Reproduce the entries shown below only from the line with "ring dip: (819, 871)" down to the line with "pinky tip: (1245, 960)", keeping both end lines and copying each one exactly.

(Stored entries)
══════

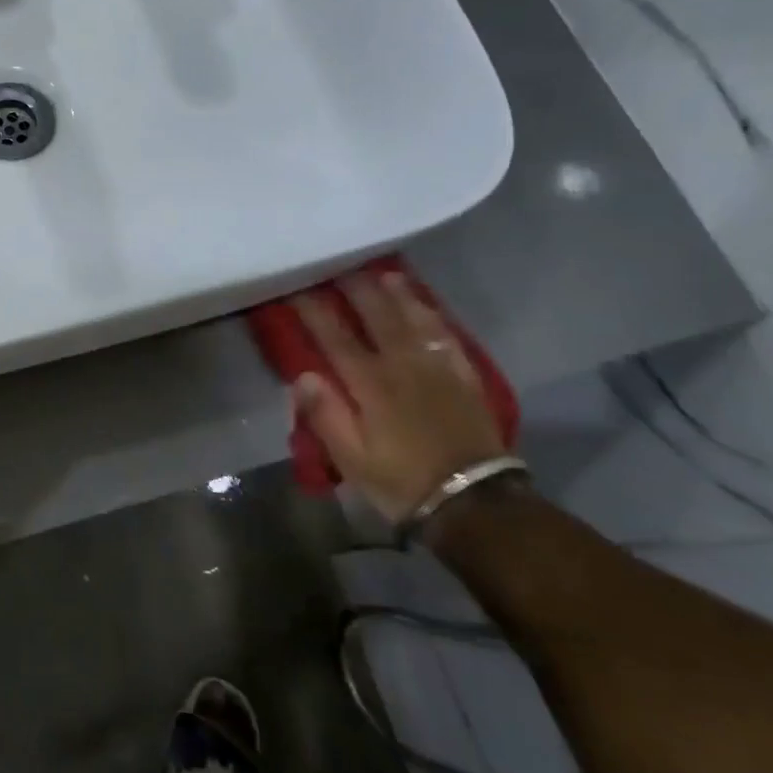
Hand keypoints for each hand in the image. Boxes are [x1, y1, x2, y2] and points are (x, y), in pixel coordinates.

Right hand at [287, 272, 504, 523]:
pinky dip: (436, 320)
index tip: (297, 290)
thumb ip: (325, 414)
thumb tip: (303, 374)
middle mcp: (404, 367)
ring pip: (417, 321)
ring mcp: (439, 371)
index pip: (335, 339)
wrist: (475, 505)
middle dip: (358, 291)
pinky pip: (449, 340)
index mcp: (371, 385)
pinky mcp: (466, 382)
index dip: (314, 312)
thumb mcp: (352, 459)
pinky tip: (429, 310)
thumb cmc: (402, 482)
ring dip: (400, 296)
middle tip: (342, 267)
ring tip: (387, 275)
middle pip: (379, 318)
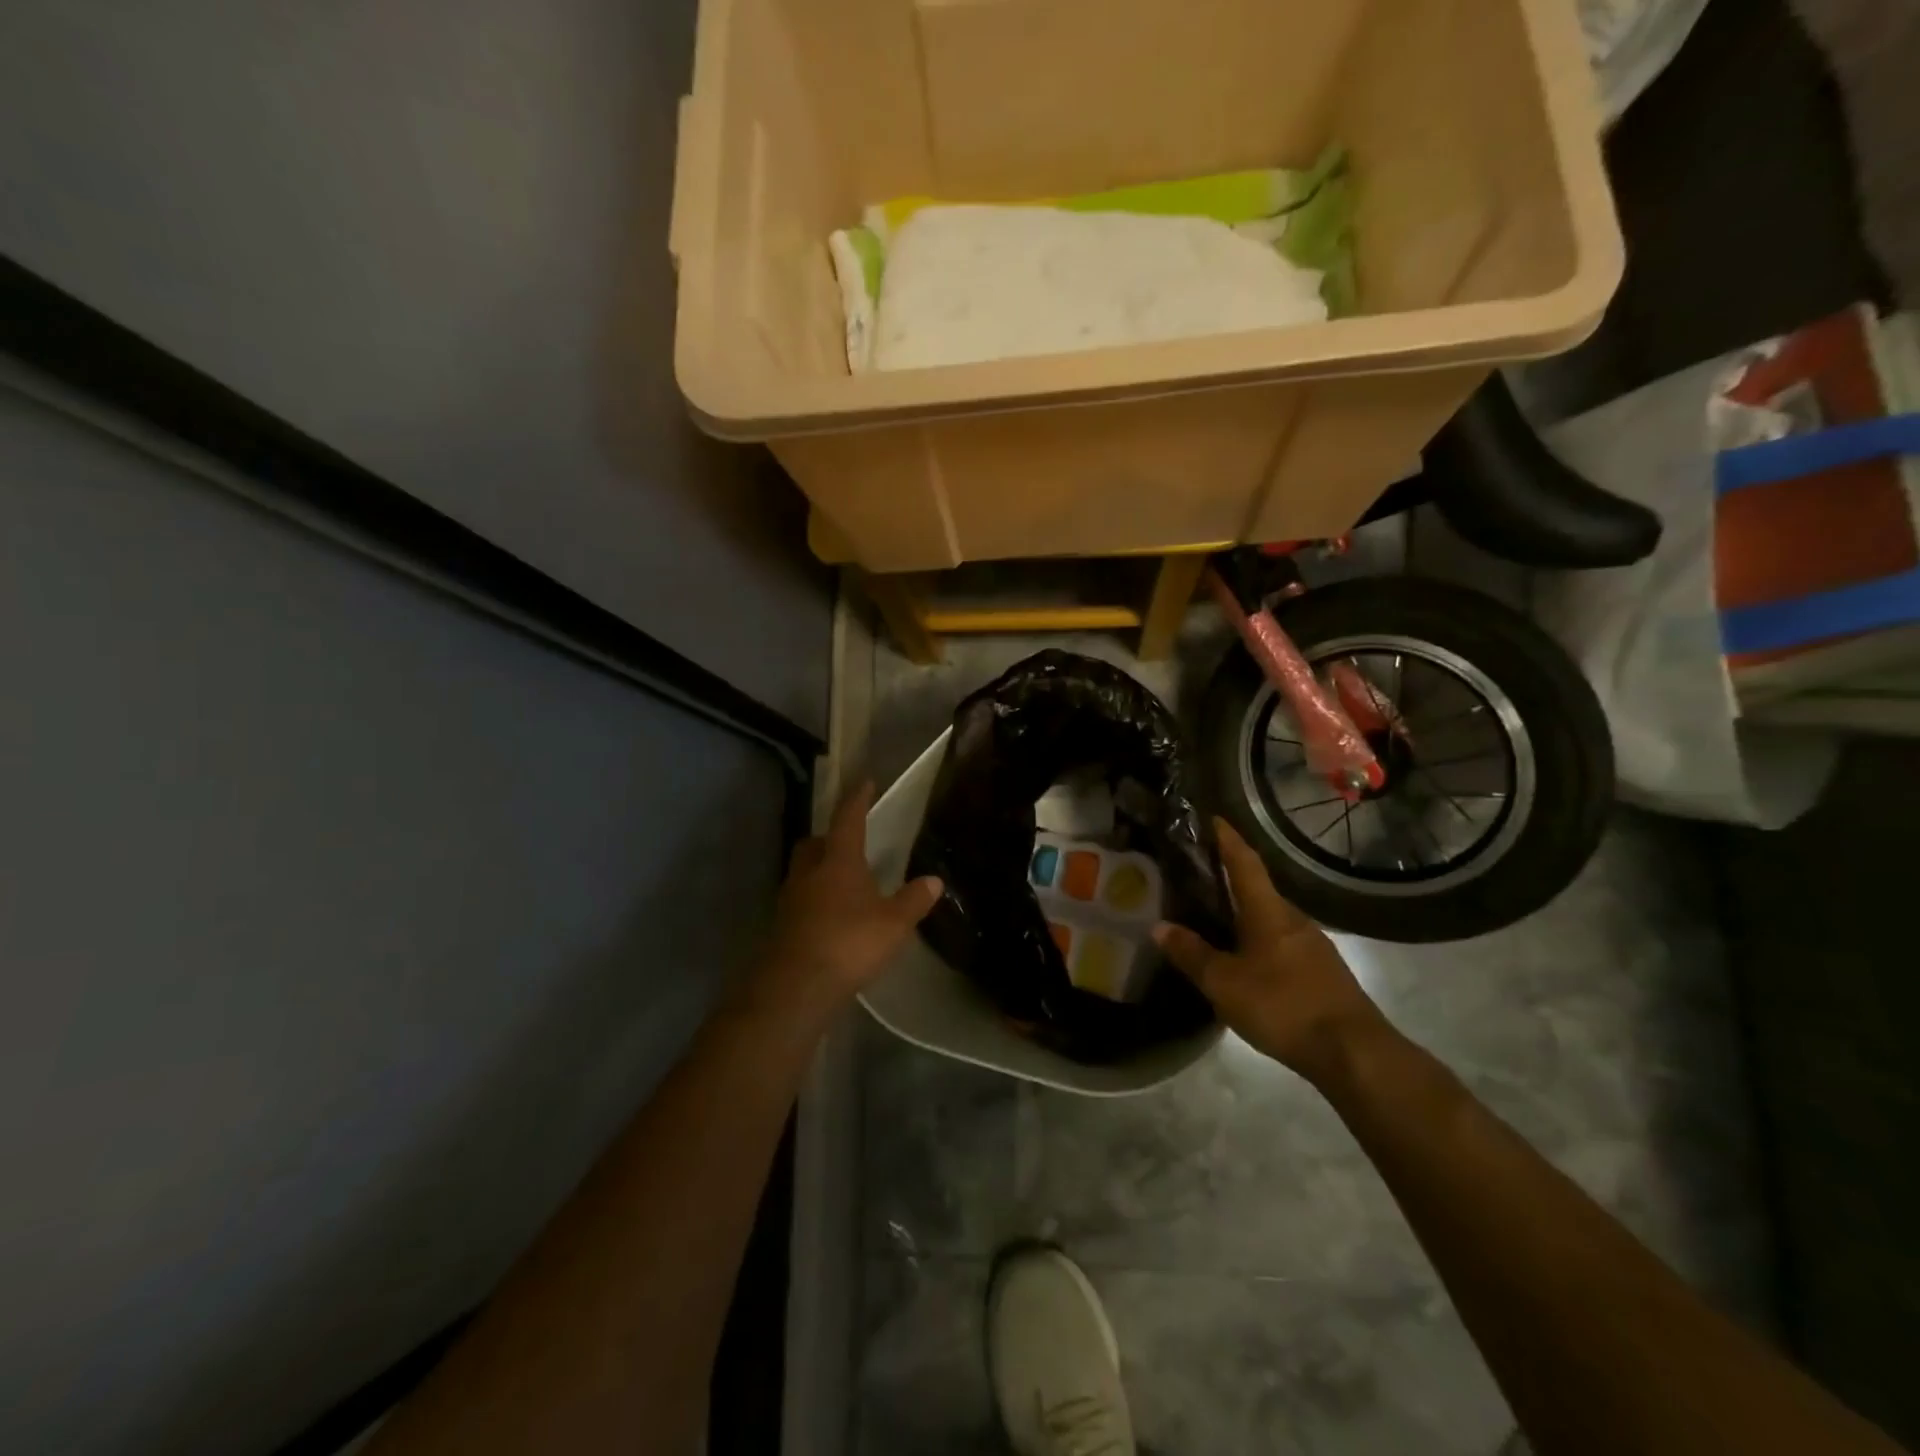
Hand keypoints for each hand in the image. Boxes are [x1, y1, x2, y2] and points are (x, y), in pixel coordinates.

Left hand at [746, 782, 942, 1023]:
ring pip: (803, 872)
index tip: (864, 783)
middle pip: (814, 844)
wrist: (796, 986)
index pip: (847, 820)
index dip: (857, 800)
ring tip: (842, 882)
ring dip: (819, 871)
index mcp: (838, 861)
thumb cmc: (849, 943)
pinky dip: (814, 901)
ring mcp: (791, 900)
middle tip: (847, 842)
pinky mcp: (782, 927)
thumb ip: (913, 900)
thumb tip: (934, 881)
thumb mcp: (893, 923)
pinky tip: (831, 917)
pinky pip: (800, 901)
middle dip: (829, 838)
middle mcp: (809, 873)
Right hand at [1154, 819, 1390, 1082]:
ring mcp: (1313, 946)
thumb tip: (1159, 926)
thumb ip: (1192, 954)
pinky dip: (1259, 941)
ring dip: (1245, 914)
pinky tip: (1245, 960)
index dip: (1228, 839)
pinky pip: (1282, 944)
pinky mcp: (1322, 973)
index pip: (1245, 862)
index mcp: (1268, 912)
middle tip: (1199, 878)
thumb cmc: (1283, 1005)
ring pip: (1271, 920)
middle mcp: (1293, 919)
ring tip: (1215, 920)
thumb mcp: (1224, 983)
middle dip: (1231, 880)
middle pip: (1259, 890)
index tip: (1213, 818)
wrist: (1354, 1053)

══════

▶ _Solution to the problem_
ring dip: (819, 871)
index mcp: (838, 861)
thumb cmc: (849, 943)
pinky dip: (814, 901)
ring mcp: (791, 900)
middle tip: (847, 842)
pinky mcp: (782, 927)
thumb ip: (913, 900)
thumb tip: (934, 881)
thumb mcp: (893, 923)
pinky tip: (831, 917)
pinky pip: (800, 901)
middle dip: (829, 838)
middle mcp: (809, 873)
Right hand at [1154, 819, 1390, 1082]:
ring mcp: (1313, 946)
thumb tip: (1159, 926)
thumb ip: (1192, 954)
pinky dip: (1259, 941)
ring dip: (1245, 914)
pinky tip: (1245, 960)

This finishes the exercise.